Temozolomide (TMZ) is an oral
alkylating agent used for the treatment of high-grade
gliomas. Acquired chemoresistance is a severe limitation to this
therapy with more than 90% of recurrent
gliomas showing no response to a second cycle of
chemotherapy. Efforts to better understand the underlying mechanisms of acquired chemoresistance to TMZ and potential strategies to overcome chemoresistance are, therefore, critically needed. TMZ methylates nuclear
DNA and induces cell death; however, the impact on mitochondria
DNA (
mtDNA) and mitochondrial bioenergetics is not known. Herein, we tested the hypothesis that TMZ-mediated alterations in
mtDNA and respiratory function contribute to TMZ-dependent acquired chemoresistance. Using an in vitro model of TMZ-mediated acquired chemoresistance, we report 1) a decrease in
mtDNA copy number and the presence of large heteroplasmic
mtDNA deletions in TMZ-resistant
glioma cells, 2) remodeling of the entire electron transport chain with significant decreases of complexes I and V and increases of complexes II/III and IV, and 3) pharmacologic and genetic manipulation of
cytochrome c oxidase, which restores sensitivity to TMZ-dependent apoptosis in resistant
glioma cells.
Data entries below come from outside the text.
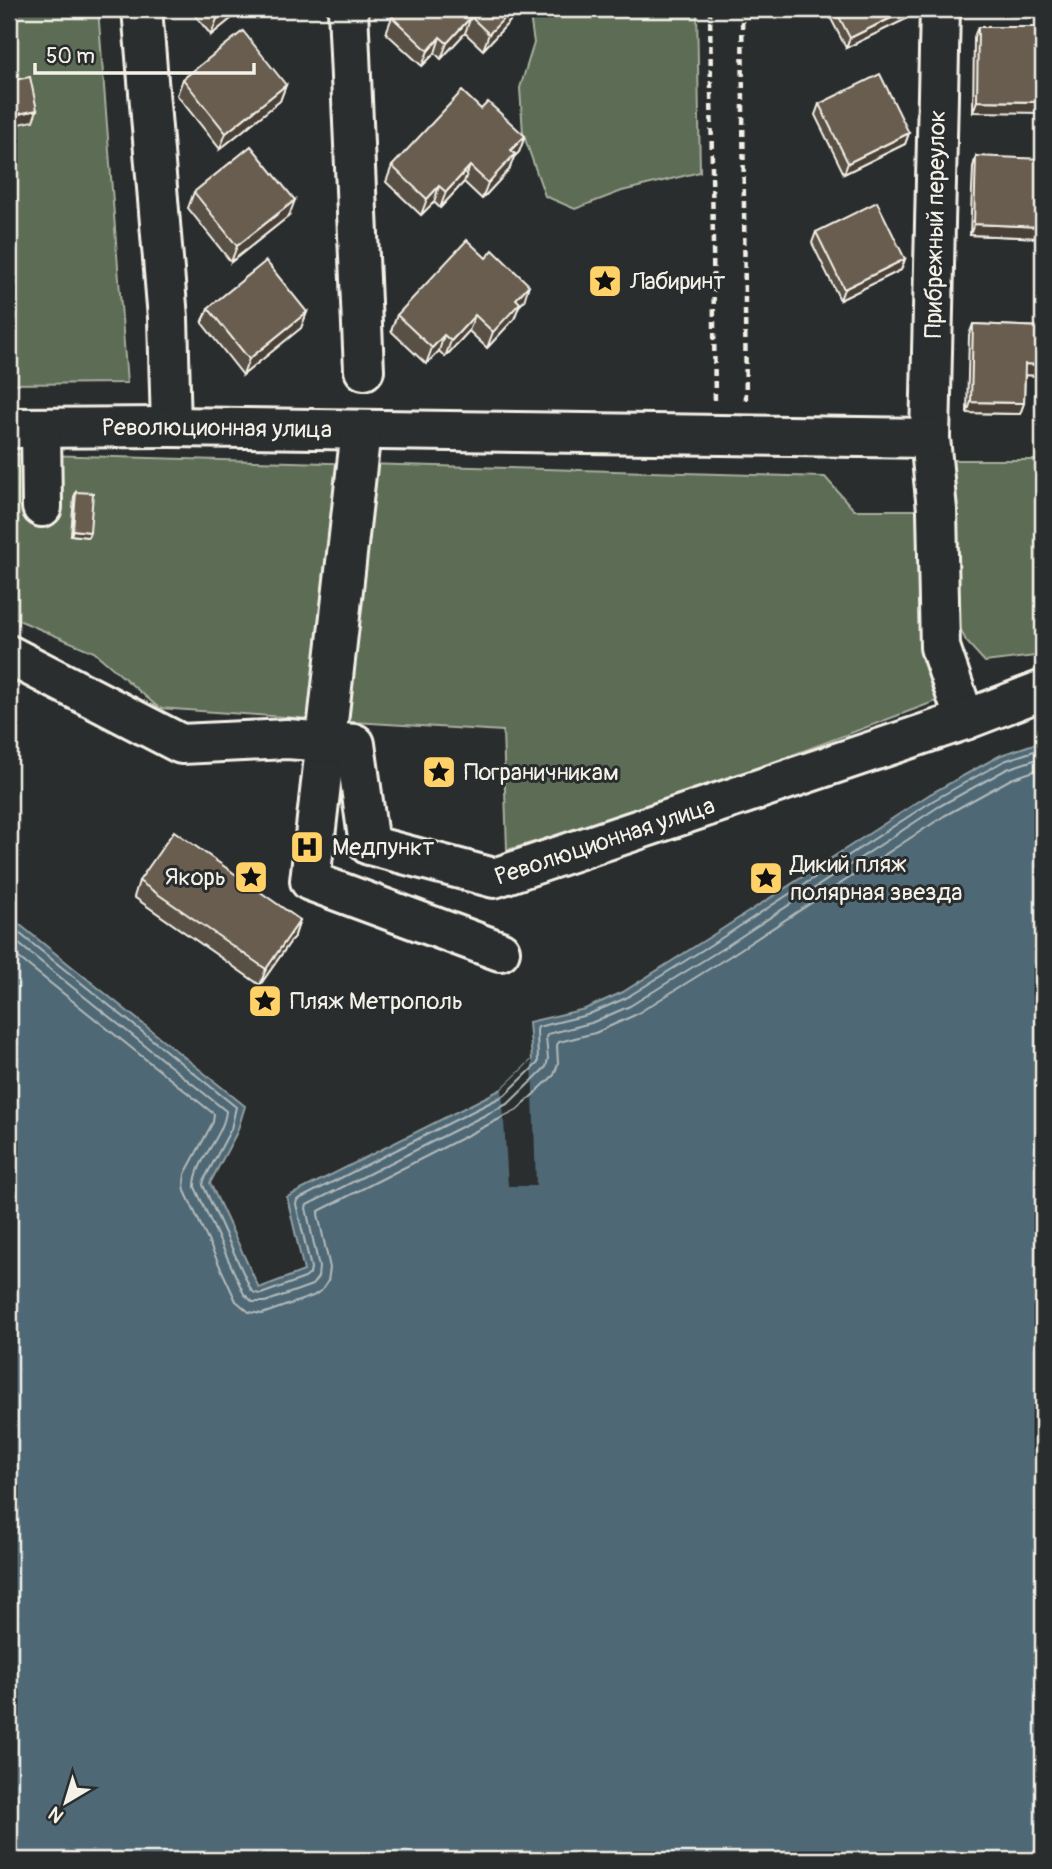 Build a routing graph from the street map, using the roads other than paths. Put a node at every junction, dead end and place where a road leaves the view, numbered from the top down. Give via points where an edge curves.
1 (142, 9) edge
2 (348, 9) edge
3 (940, 9) edge
4 (364, 370) dead end
5 (171, 427) junction
6 (25, 428) edge
7 (361, 430) junction
8 (930, 438) junction
9 (42, 506) dead end
10 (9, 655) edge
11 (1043, 670) edge
12 (1043, 690) edge
13 (962, 711) junction
14 (325, 741) junction
15 (500, 951) dead end

1 - 5 street via 168,318
2 - 4 street
3 - 8 street, Прибрежный переулок
5 - 6 street, Революционная улица
5 - 7 street, Революционная улица
6 - 9 street
7 - 8 street, Революционная улица
7 - 14 street
8 - 13 street, Прибрежный переулок via 937,510 940,647
10 - 14 street, Революционная улица via 181,744
11 - 13 street
12 - 13 street, Революционная улица
13 - 14 street, Революционная улица via 494,878 369,845 355,744
14 - 15 street via 310,881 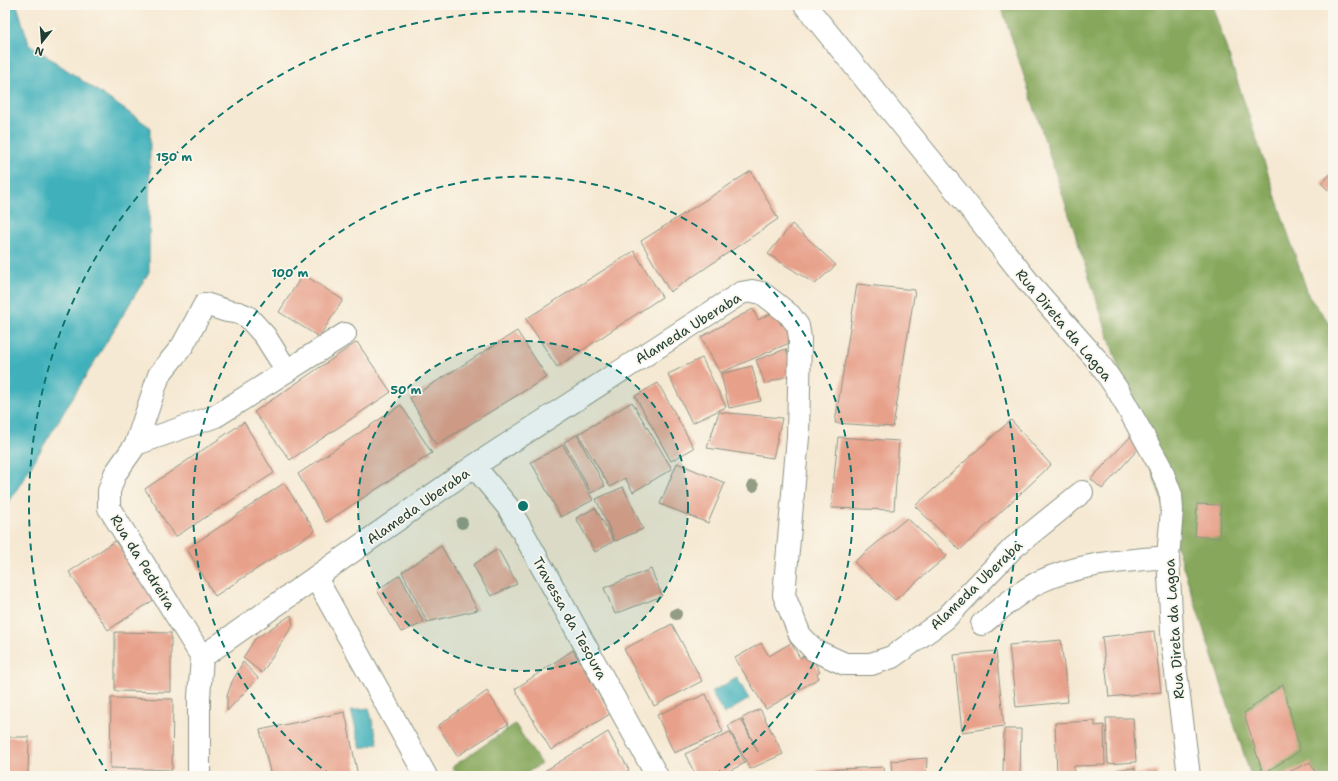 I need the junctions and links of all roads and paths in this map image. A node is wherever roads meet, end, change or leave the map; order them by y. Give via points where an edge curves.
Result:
1 (805, 5) edge
2 (345, 334) dead end
3 (287, 371) junction
4 (136, 444) junction
5 (474, 466) junction
6 (1082, 492) dead end
7 (1168, 557) junction
8 (316, 578) junction
9 (982, 624) dead end
10 (202, 657) junction
11 (198, 776) edge
12 (426, 776) edge
13 (657, 776) edge
14 (1189, 776) edge

1 - 7 street, Rua Direta da Lagoa via 1030,284 1097,360 1119,392 1160,466 1171,495
2 - 3 street
3 - 4 street via 216,416
3 - 4 street, Rua da Pedreira via 265,336 248,317 205,304 183,345 159,375
4 - 10 street, Rua da Pedreira via 115,474 109,491 109,508
5 - 6 street, Alameda Uberaba via 741,293 752,291 762,293 790,315 798,326 798,436 784,595 800,635 814,650 845,664 871,664 892,657 945,619 1013,548
5 - 8 street, Alameda Uberaba
5 - 13 street, Travessa da Tesoura via 508,507 520,527
7 - 9 street via 1117,561 1075,569 1039,582 1013,598
7 - 14 street, Rua Direta da Lagoa via 1173,649
8 - 10 street, Alameda Uberaba
8 - 12 street
10 - 11 street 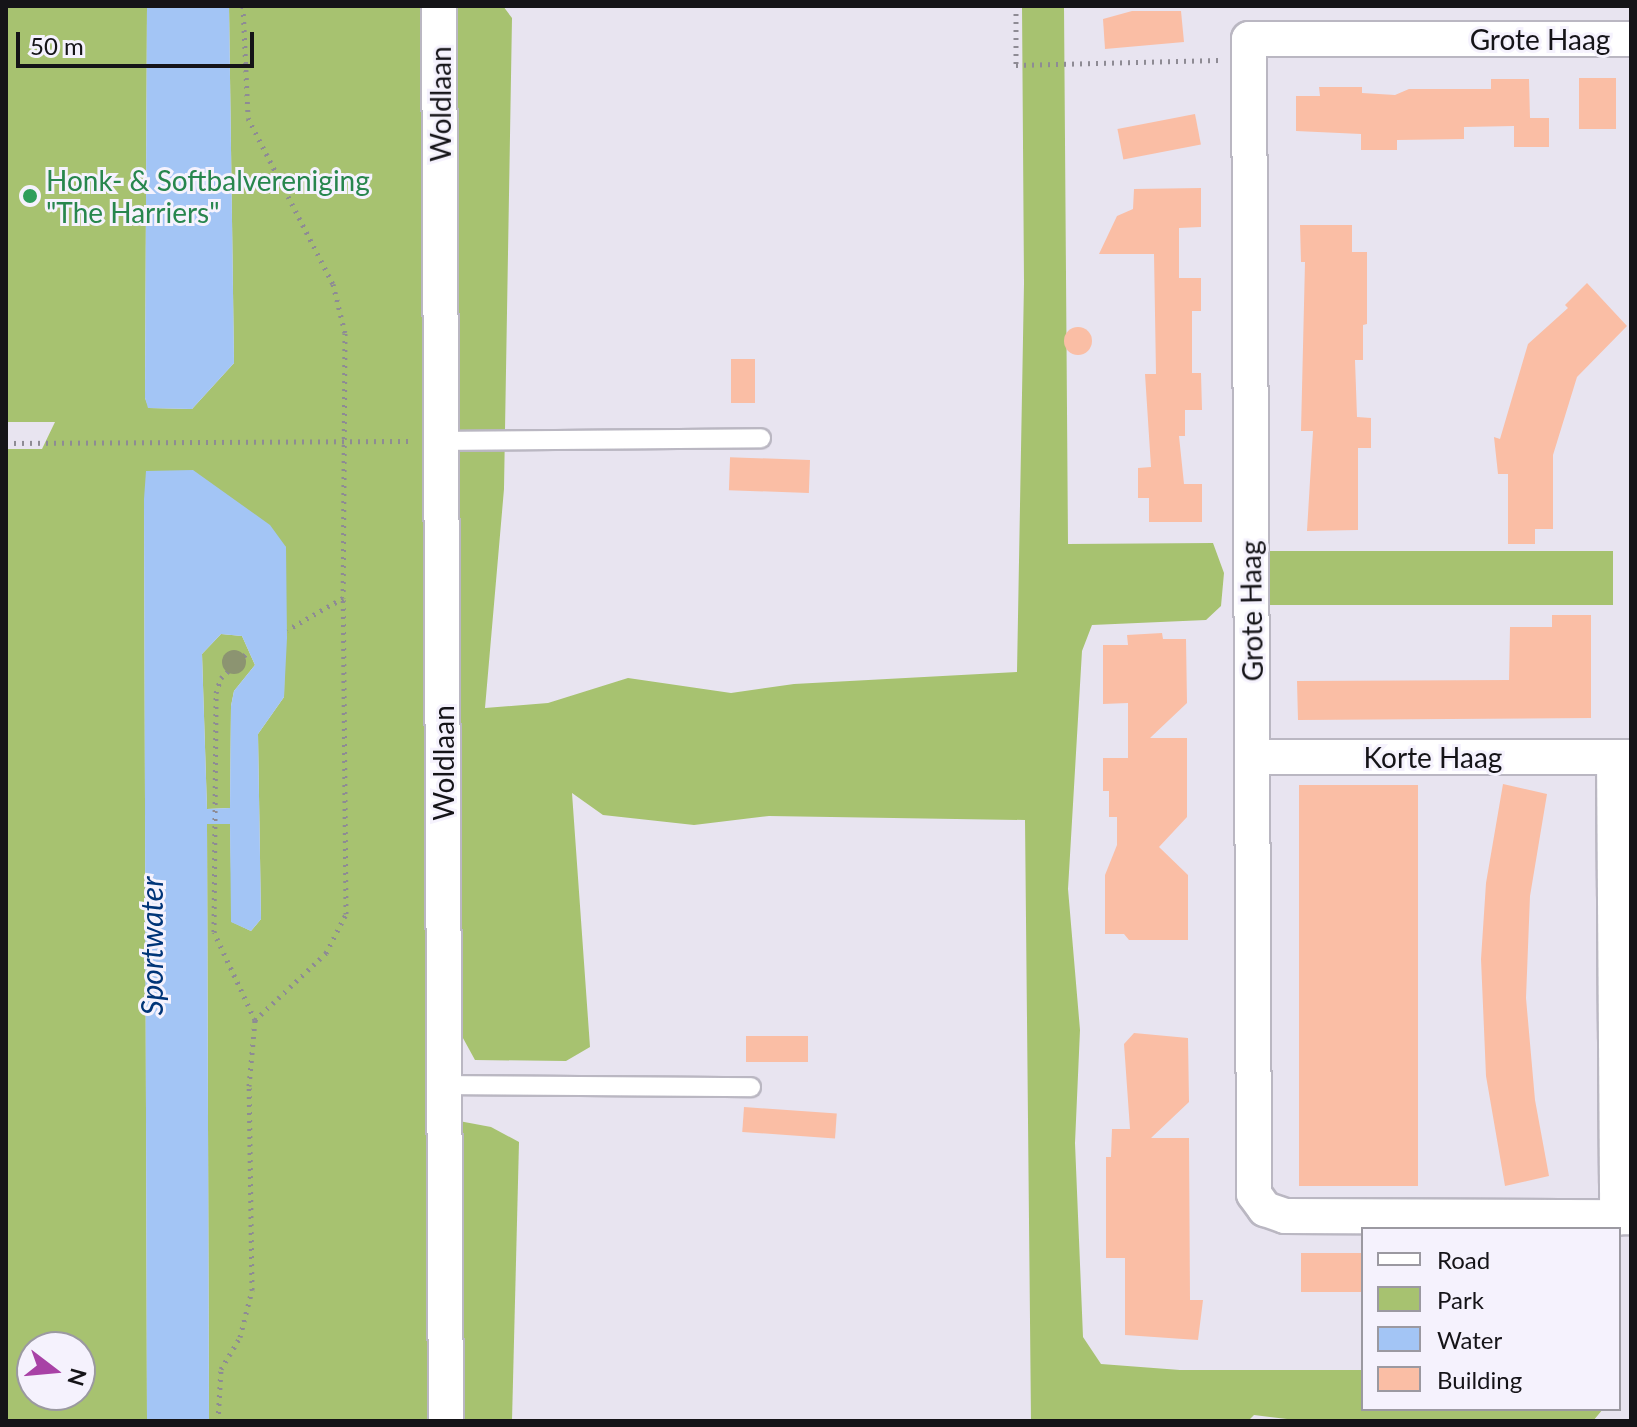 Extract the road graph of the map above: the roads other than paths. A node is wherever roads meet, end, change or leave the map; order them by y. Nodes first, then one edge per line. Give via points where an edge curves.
1 (439, 6) edge
2 (1631, 39) edge
3 (761, 438) dead end
4 (442, 441) junction
5 (1253, 757) junction
6 (1622, 757) edge
7 (445, 1085) junction
8 (751, 1087) dead end
9 (1624, 1218) edge
10 (446, 1421) edge

1 - 4 street, Woldlaan
2 - 5 street, Grote Haag via 1249,39
3 - 4 lane
4 - 7 street, Woldlaan
5 - 6 street, Korte Haag
5 - 9 street, Grote Haag via 1254,1194 1259,1202 1285,1216
6 - 9 street
7 - 8 lane
7 - 10 street, Woldlaan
Importantly, human primary and recurrent pairs of
glioblastoma multiforme (GBM) biopsies as well as primary and TMZ-resistant GBM xenograft lines exhibit similar remodeling of the ETC. Overall these results suggest that TMZ-dependent acquired chemoresistance may be due to a mitochondrial adaptive response to TMZ genotoxic stress with a major contribution from
cytochrome c oxidase. Thus, abrogation of this adaptive response may reverse chemoresistance and restore sensitivity to TMZ, providing a strategy for improved therapeutic outcomes in GBM patients.